In tempi, poi, di crisi economica, possibili rischi di default e tagli di bilancio, l’aspetto finanziario dell’attività militare degli Stati Uniti, a propria difesa e per i propri interessi in giro per il mondo, ha un peso politico molto rilevante: considerato poi l’avvio della campagna presidenziale per il 2012, i successi o i fallimenti in campo militare faranno la differenza.
In dieci anni, dall’11 settembre a oggi, il budget ufficiale dell’USSCOM è in pratica triplicato, dai 2.3 ai 6.3 miliardi di dollari, senza contare quanto speso per Iraq e Afghanistan, perché allora si giunge a 9.8 e la richiesta per il FY2012 è di 10.5 miliardi di dollari, con un aumento del 7% rispetto al 2011. Si tratta sempre di cifre ufficiali ma parziali e che coprono le spese per il mantenimento e l’addestramento di queste forze, così come l’acquisto di mezzi operativi o strumenti, come i Predator , i droni ampiamente utilizzati in molti scenari di crisi o di guerra, dal Waziristan pachistano allo Yemen, Libia e, ultimamente anche Somalia.
Ciò che non convince è la mancanza di trasparenza di tali operazioni, di cui si ha notizia in caso di incidenti gravi come quello di inizio agosto o nel caso di illeciti come quelli di Furlong. Il timore che questo tipo di operazioni prenda il sopravvento su una politica militare di difesa o di interventi a “fini umanitari” è fondato: si tratta, infatti, non solo di discutere sull’opportunità strategica di certi interventi, quanto sull’esistenza e sull’efficacia dei meccanismi democratici di controllo dell’attività di questo tipo di organismi, in grado di decidere le sorti di Paesi e di aree geografiche.
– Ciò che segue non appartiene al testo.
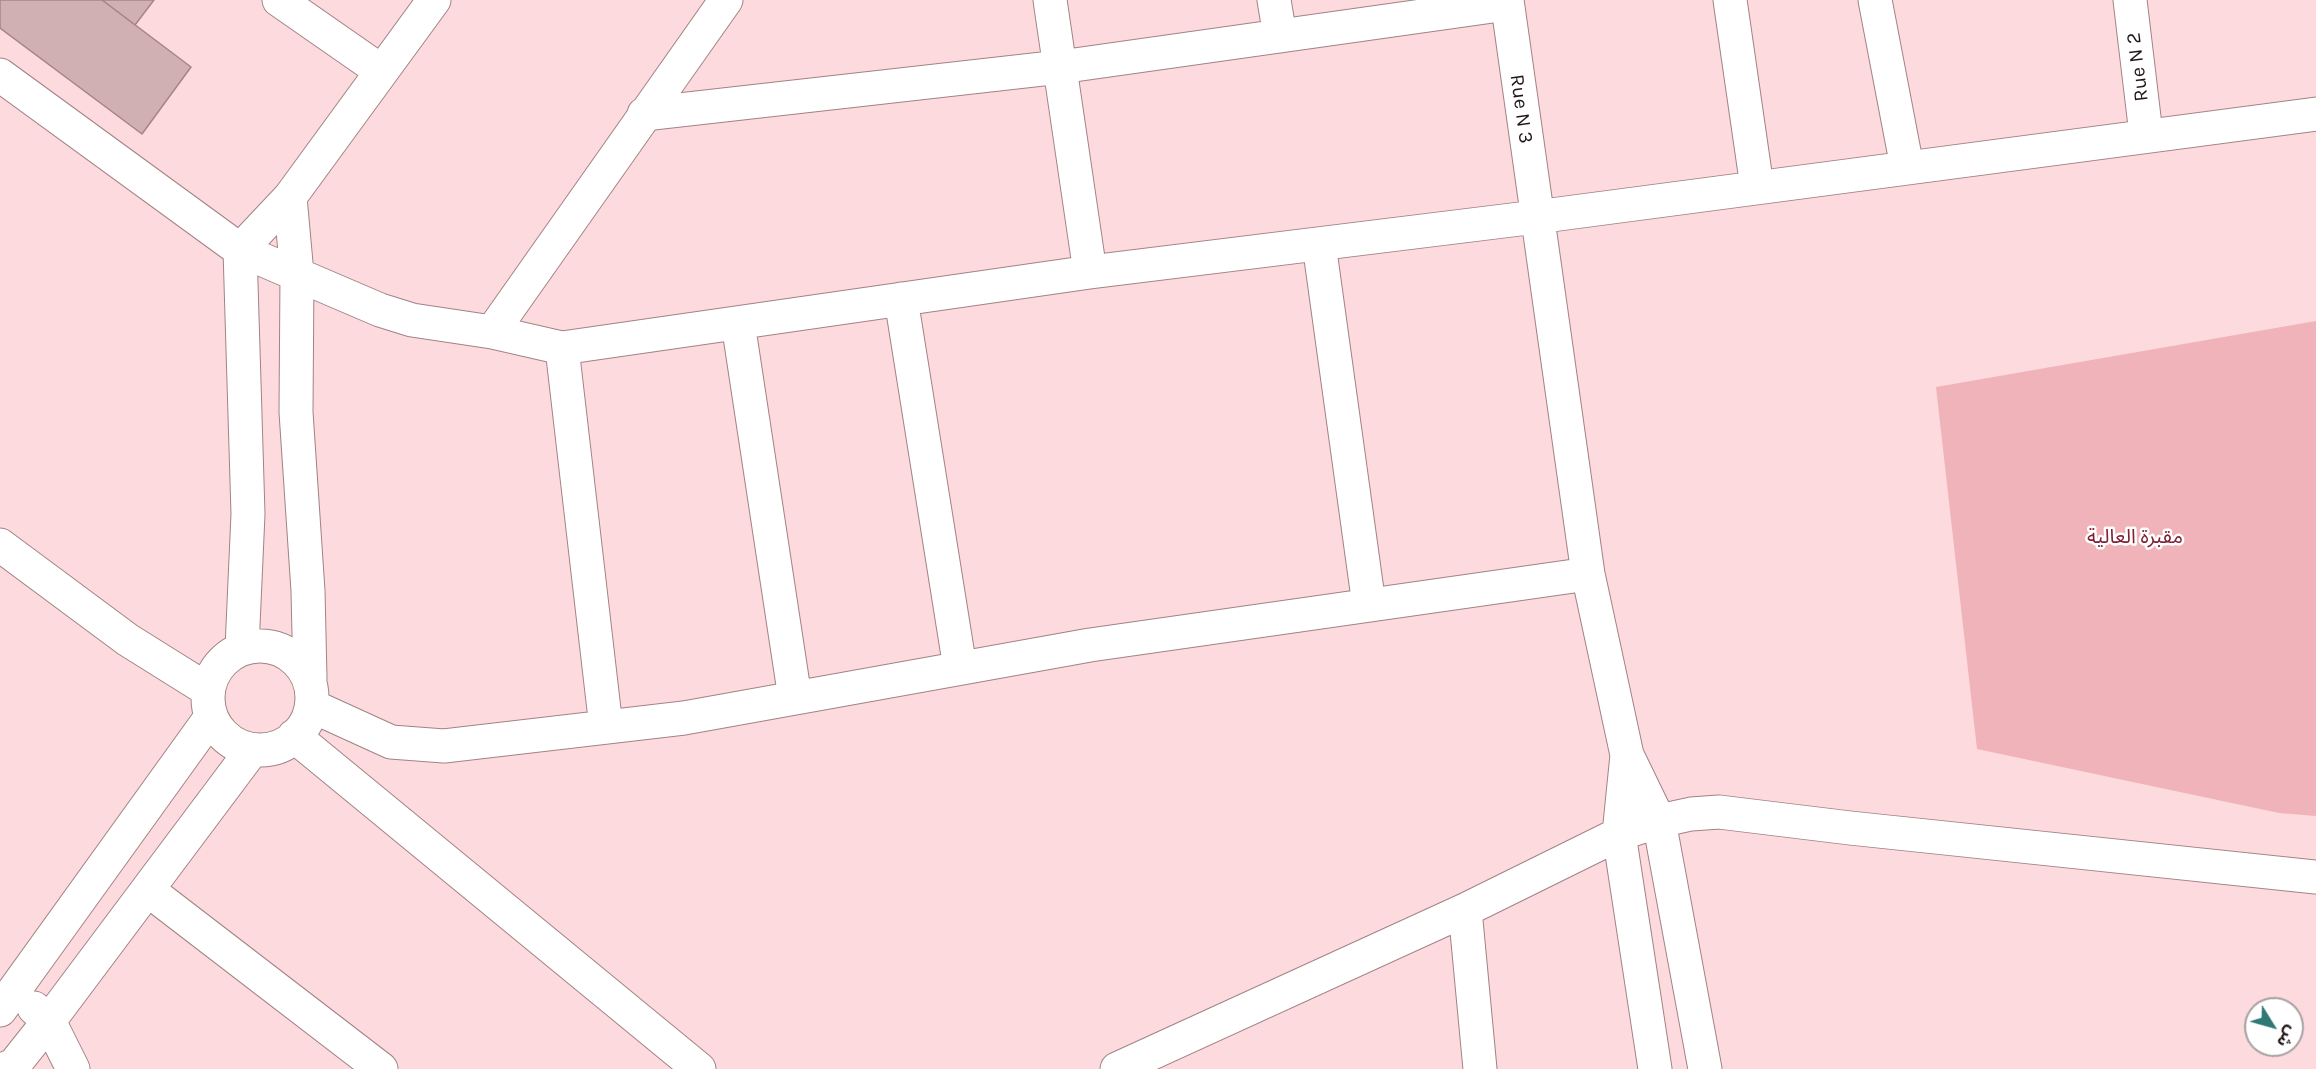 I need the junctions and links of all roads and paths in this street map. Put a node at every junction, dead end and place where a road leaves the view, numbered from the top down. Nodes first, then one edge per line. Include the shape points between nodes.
1 (279, 0) edge
2 (434, 0) edge
3 (726, 0) edge
4 (1050, 0) edge
5 (1274, 0) edge
6 (1731, 0) edge
7 (1875, 0) edge
8 (2130, 0) edge
9 (1507, 2) edge
10 (1280, 36) junction
11 (1060, 67) junction
12 (381, 71) junction
13 (0, 75) edge
14 (644, 114) junction
15 (2316, 114) edge
16 (2146, 134) junction
17 (1907, 167) junction
18 (1757, 187) junction
19 (290, 197) junction
20 (1536, 217) junction
21 (1318, 244) junction
22 (240, 250) junction
23 (1090, 272) junction
24 (297, 274) junction
25 (901, 299) junction
26 (738, 323) junction
27 (492, 332) junction
28 (562, 348) junction
29 (0, 545) edge
30 (1588, 574) junction
31 (1369, 605) junction
32 (242, 648) junction
33 (960, 668) junction
34 (311, 692) junction
35 (795, 698) junction
36 (209, 703) junction
37 (606, 727) junction
38 (294, 736) junction
39 (252, 750) junction
40 (1627, 755) junction
41 (1659, 820) junction
42 (1619, 834) junction
43 (2316, 877) edge
44 (148, 890) junction
45 (1465, 910) junction
46 (8, 1000) edge
47 (49, 1021) junction
48 (8, 1064) edge
49 (73, 1069) edge
50 (381, 1069) edge
51 (699, 1069) edge
52 (1117, 1069) edge
53 (1480, 1069) edge
54 (1655, 1069) edge
55 (1705, 1069) edge

1 - 12 street
2 - 12 street
3 - 14 street
4 - 11 street
5 - 10 street
6 - 18 street
7 - 17 street
8 - 16 street, Rue N 2
9 - 10 street
9 - 20 street, Rue N 3
10 - 11 street
11 - 14 street
11 - 23 street
12 - 19 street
13 - 22 street
14 - 27 street
15 - 16 street
16 - 17 street
17 - 18 street
18 - 20 street
19 - 22 street
19 - 24 street
20 - 21 street
20 - 30 street, Rue N 3
21 - 23 street
21 - 31 street
22 - 24 street
22 - 32 street via 248,514
23 - 25 street
24 - 27 street via 412,320
24 - 34 street via 296,412
25 - 26 street
25 - 33 street
26 - 28 street
26 - 35 street
27 - 28 street
28 - 37 street
29 - 36 street
30 - 31 street
30 - 40 street, Rue N 3
31 - 33 street
32 - 34 street via 268,645 294,657
32 - 36 street via 219,664
33 - 35 street
34 - 37 street via 391,742 444,746
34 - 38 street via 302,731
35 - 37 street
36 - 39 street via 227,739
36 - 46 street
38 - 39 street via 280,747
38 - 51 street
39 - 44 street
40 - 41 street
40 - 42 street
41 - 42 street
41 - 43 street via 1719,812
41 - 55 street
42 - 45 street
42 - 54 street
44 - 47 street
44 - 50 street
45 - 52 street
45 - 53 street
46 - 47 street
47 - 48 street
47 - 49 street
Delegare poi a organismi privati la gestione della raccolta delle informazioni è una deriva che, con la logica della libera concorrenza e del mercato, rischia di far prevalere interessi particolaristici (ossia di chi finanzia quelle società e i termini con cui è gestito il loro personale), su quelli del bene della nazione. Sono argomenti propri di un dibattito molto acceso fra gli addetti ai lavori, ma di cui non si ha una percezione pubblica, per volontaria censura ma anche per diffuso timore che possano intervenire cambiamenti verso questa tendenza alla privatizzazione dell’ intelligence.
Tuttavia, così facendo, oltre ad demarcare sempre più profondamente il solco fra agenzie di informazioni a scapito di una globale e proficua collaborazione, si rischia di favorire le forze ostili che si vorrebbe combattere, da quelle eversive, rivoluzionarie o terroristiche sino alla criminalità organizzata, con inevitabili tonfi, di cui l’11 Settembre è stata la prova più dolorosa ed evidente.
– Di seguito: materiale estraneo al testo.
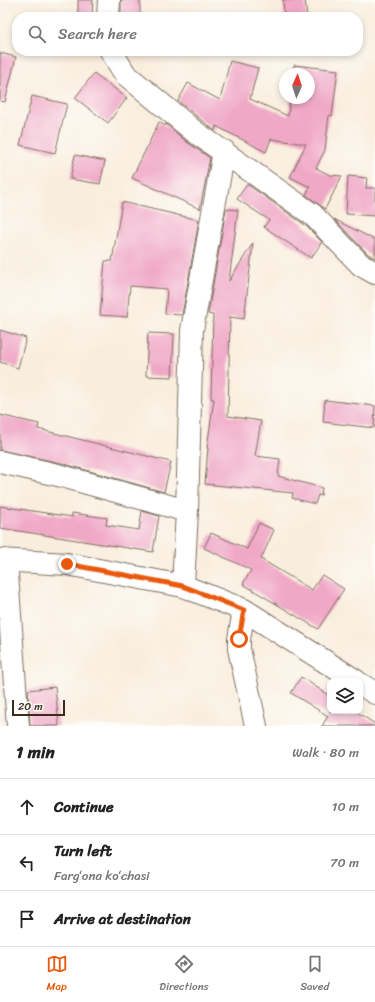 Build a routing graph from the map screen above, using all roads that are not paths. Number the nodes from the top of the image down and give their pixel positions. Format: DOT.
graph roads {
  1 [pos="109,0"];
  2 [pos="108,12"];
  3 [pos="114,56"];
  4 [pos="224,151"];
  5 [pos="375,273"];
  6 [pos="0,462"];
  7 [pos="187,511"];
  8 [pos="3,560"];
  9 [pos="183,586"];
  10 [pos="244,610"];
  11 [pos="351,678"];
  12 [pos="363,686"];
  13 [pos="375,693"];
  14 [pos="18,726"];
  15 [pos="256,726"];
  1 -- 2 [label="street"];
  3 -- 4 [label="street"];
  4 -- 5 [label="street"];
  4 -- 7 [label="street"];
  6 -- 7 [label="street"];
  7 -- 9 [label="street"];
  8 -- 9 [label="street"];
  8 -- 14 [label="street"];
  9 -- 10 [label="street"];
  10 -- 11 [label="street"];
  10 -- 15 [label="street"];
  12 -- 13 [label="street"];
}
Vi è ancora un ultimo spunto che offre la questione delle Forze Speciali. Si è abituati a esaltare la potenza militare degli Stati Uniti magnificando il suo potenziale bellico, di organizzazione, di mezzi e di uomini. Di fronte a crisi che rischiano di degenerare in conflitti aperti - come quelli usuali in Medio Oriente - si ricorre sovente all’invio di parte della propria flotta – presente in ogni dove con le sue basi dislocate in tutti i mari del mondo - in quella tattica di “show the muscles” che, nel tempo, ha dato anche risultati concreti di guerre evitate.
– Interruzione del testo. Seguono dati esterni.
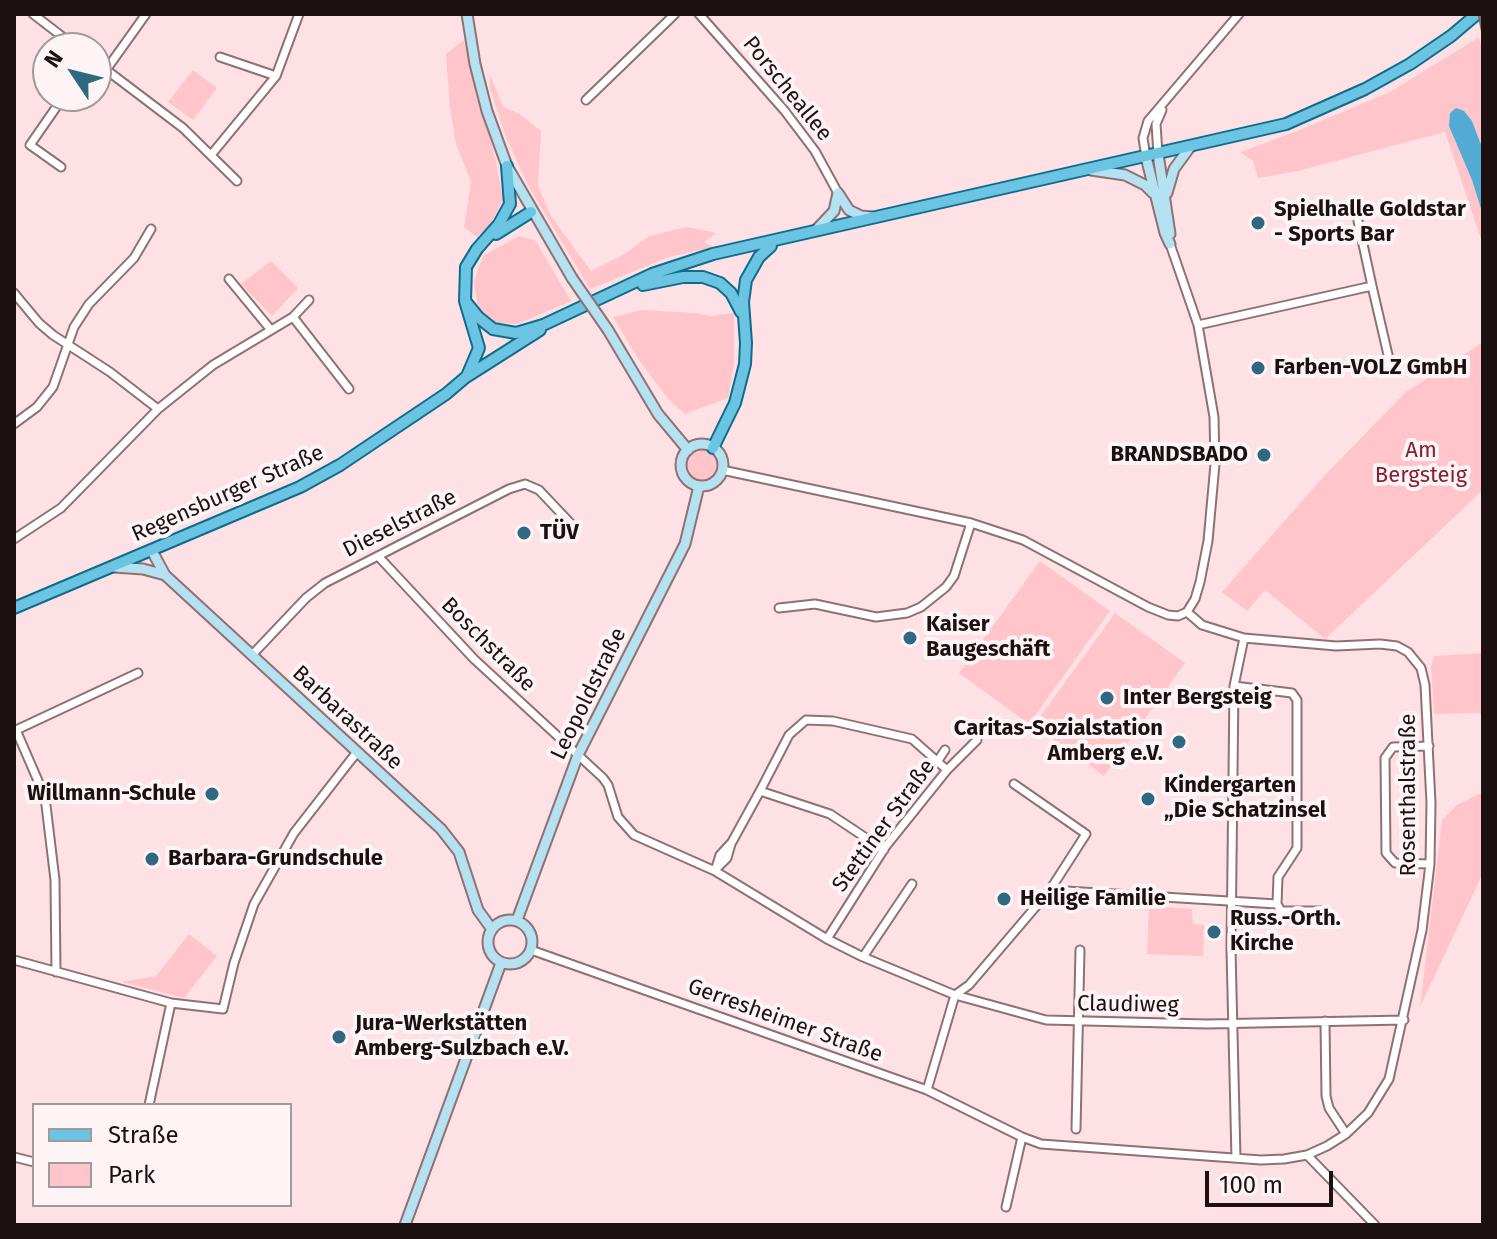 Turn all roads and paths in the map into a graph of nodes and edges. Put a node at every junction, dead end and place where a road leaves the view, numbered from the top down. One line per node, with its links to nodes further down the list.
1 (33, 14): 9 (street)
2 (146, 14): 11 (street)
3 (299, 14): 13 (street)
4 (467, 14): 21 (street)
5 (675, 14): 14 (street)
6 (699, 14): 25 (street, Porscheallee)
7 (1239, 14): 15 (street)
8 (1477, 14): 17 (main road)
9 (56, 32)
10 (220, 57): 13 (street)
11 (112, 62)
12 (112, 75): 19 (street)
13 (276, 76): 19 (street)
14 (586, 100)
15 (1165, 105): 18 (street); 20 (street)
16 (53, 112): 22 (street)
17 (1190, 147): 18 (main road); 27 (street)
18 (1158, 154): 20 (main road); 27 (street)
19 (211, 155): 24 (street)
20 (1146, 157): 23 (main road); 26 (street)
21 (507, 166): 28 (street); 33 (main road)
22 (61, 167)
23 (1091, 170): 26 (street); 29 (main road)
24 (237, 181)
25 (838, 193): 29 (street); 32 (street)
26 (1153, 193): 34 (street)
27 (1165, 200): 34 (street)
28 (531, 212): 33 (main road); 55 (street, bridge)
29 (886, 216): 32 (main road)
30 (1358, 221): 38 (street)
31 (151, 229): 47 (street)
32 (810, 233): 35 (main road); 42 (main road)
33 (487, 239): 41 (main road)
34 (1170, 244): 45 (street)
35 (771, 246): 37 (main road); 44 (main road)
36 (229, 279): 46 (street)
37 (643, 285): 44 (main road); 51 (main road)
38 (1372, 286): 45 (street); 48 (street)
39 (14, 293): 47 (street)
40 (309, 300): 43 (street)
41 (465, 301): 42 (main road); 49 (main road)
42 (566, 315): 49 (main road, Regensburger Straße)
43 (293, 317): 46 (street); 50 (street)
44 (745, 322): 54 (main road)
45 (1198, 325): 67 (street)
46 (271, 330): 52 (street)
47 (68, 345): 52 (street); 53 (street)
48 (1392, 372)
49 (466, 377): 51 (main road, Regensburger Straße)
50 (349, 389)
51 (446, 394): 61 (main road, Regensburger Straße)
52 (158, 409): 60 (street)
53 (14, 424)
54 (713, 448): 55 (street); 56 (street)
55 (688, 450): 57 (street)
56 (722, 470): 57 (street); 58 (street)
57 (699, 486): 77 (street, Leopoldstraße)
58 (971, 523): 66 (street); 67 (street)
59 (574, 527): 62 (street, Dieselstraße)
60 (14, 539)
61 (152, 551): 63 (main road, Regensburger Straße); 64 (street, Barbarastraße)
62 (378, 556): 69 (street, Dieselstraße); 77 (street, Boschstraße)
63 (114, 567): 64 (street); 65 (main road, Regensburger Straße)
64 (165, 575): 69 (street, Barbarastraße)
65 (14, 608)
66 (779, 608)
67 (1187, 612): 68 (street, Rosenthalstraße)
68 (1244, 638): 71 (street); 74 (street, Rosenthalstraße)
69 (252, 655): 76 (street, Barbarastraße)
70 (138, 673): 72 (street)
71 (1234, 686): 87 (street); 88 (street)
72 (15, 730): 98 (street)
73 (977, 740): 79 (street, Stettiner Straße)
74 (1429, 746): 83 (street, Rosenthalstraße); 83 (street)
75 (945, 750): 78 (street)
76 (357, 752): 91 (street, Barbarastraße); 100 (street)
77 (578, 755): 84 (street, Claudiweg); 90 (street, Leopoldstraße)
78 (937, 762): 79 (street); 81 (street)
79 (947, 770): 82 (street, Stettiner Straße)
80 (1014, 784): 86 (street)
81 (760, 791): 82 (street); 84 (street)
82 (884, 850): 92 (street, Stettiner Straße)
83 (1430, 864): 101 (street, Rosenthalstraße)
84 (715, 871): 92 (street, Claudiweg)
85 (912, 884): 95 (street)
86 (1050, 890): 87 (street); 99 (street)
87 (1231, 903): 88 (street); 104 (street)
88 (1277, 904): 89 (street)
89 (1323, 911)
90 (517, 920): 91 (street); 93 (street)
91 (491, 928): 97 (street)
92 (827, 939): 95 (street, Claudiweg)
93 (531, 950): 97 (street); 105 (street, Gerresheimer Straße)
94 (1080, 950): 103 (street)
95 (863, 957): 99 (street, Claudiweg)
96 (14, 960): 98 (street)
97 (501, 963): 114 (street)
98 (56, 972): 100 (street)
99 (955, 995): 103 (street, Claudiweg); 105 (street)
100 (171, 1003): 106 (street)
101 (1404, 1020): 102 (street, Claudiweg); 108 (street, Rosenthalstraße)
102 (1325, 1021): 104 (street, Claudiweg); 108 (street)
103 (1078, 1022): 104 (street, Claudiweg); 107 (street)
104 (1235, 1024): 111 (street)
105 (927, 1090): 109 (street, Gerresheimer Straße)
106 (149, 1103)
107 (1076, 1129)
108 (1346, 1134): 110 (street, Rosenthalstraße)
109 (1022, 1137): 111 (street, Gerresheimer Straße); 113 (street)
110 (1307, 1155): 112 (street, Rosenthalstraße); 115 (street)
111 (1236, 1158): 112 (street, Gerresheimer Straße)
112 (1284, 1159)
113 (1006, 1207)
114 (405, 1225)
115 (1375, 1225)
Questa pratica sembra ormai far parte del passato o, peggio, a ridursi a essere una farsa, valida solo più per quelle crisi che non possono raggiungere aspetti troppo pericolosi, come, ad esempio, nel braccio di ferro con potenze nucleari come l’Iran. Non si tratta, infatti, solo di una limitazione dei compiti dovuta alle precarie condizioni in cui versa gran parte della US Navy, ma si tratta di come sono cambiate le tattiche di intervento e, come si evince dalla lettura dei documenti ufficiali, anche di preparazione militare. Si può, dunque, ancora andare oltre e ipotizzare, con gli interventi delle Forze Speciali, anche un drastico cambiamento nella gestione della politica internazionale.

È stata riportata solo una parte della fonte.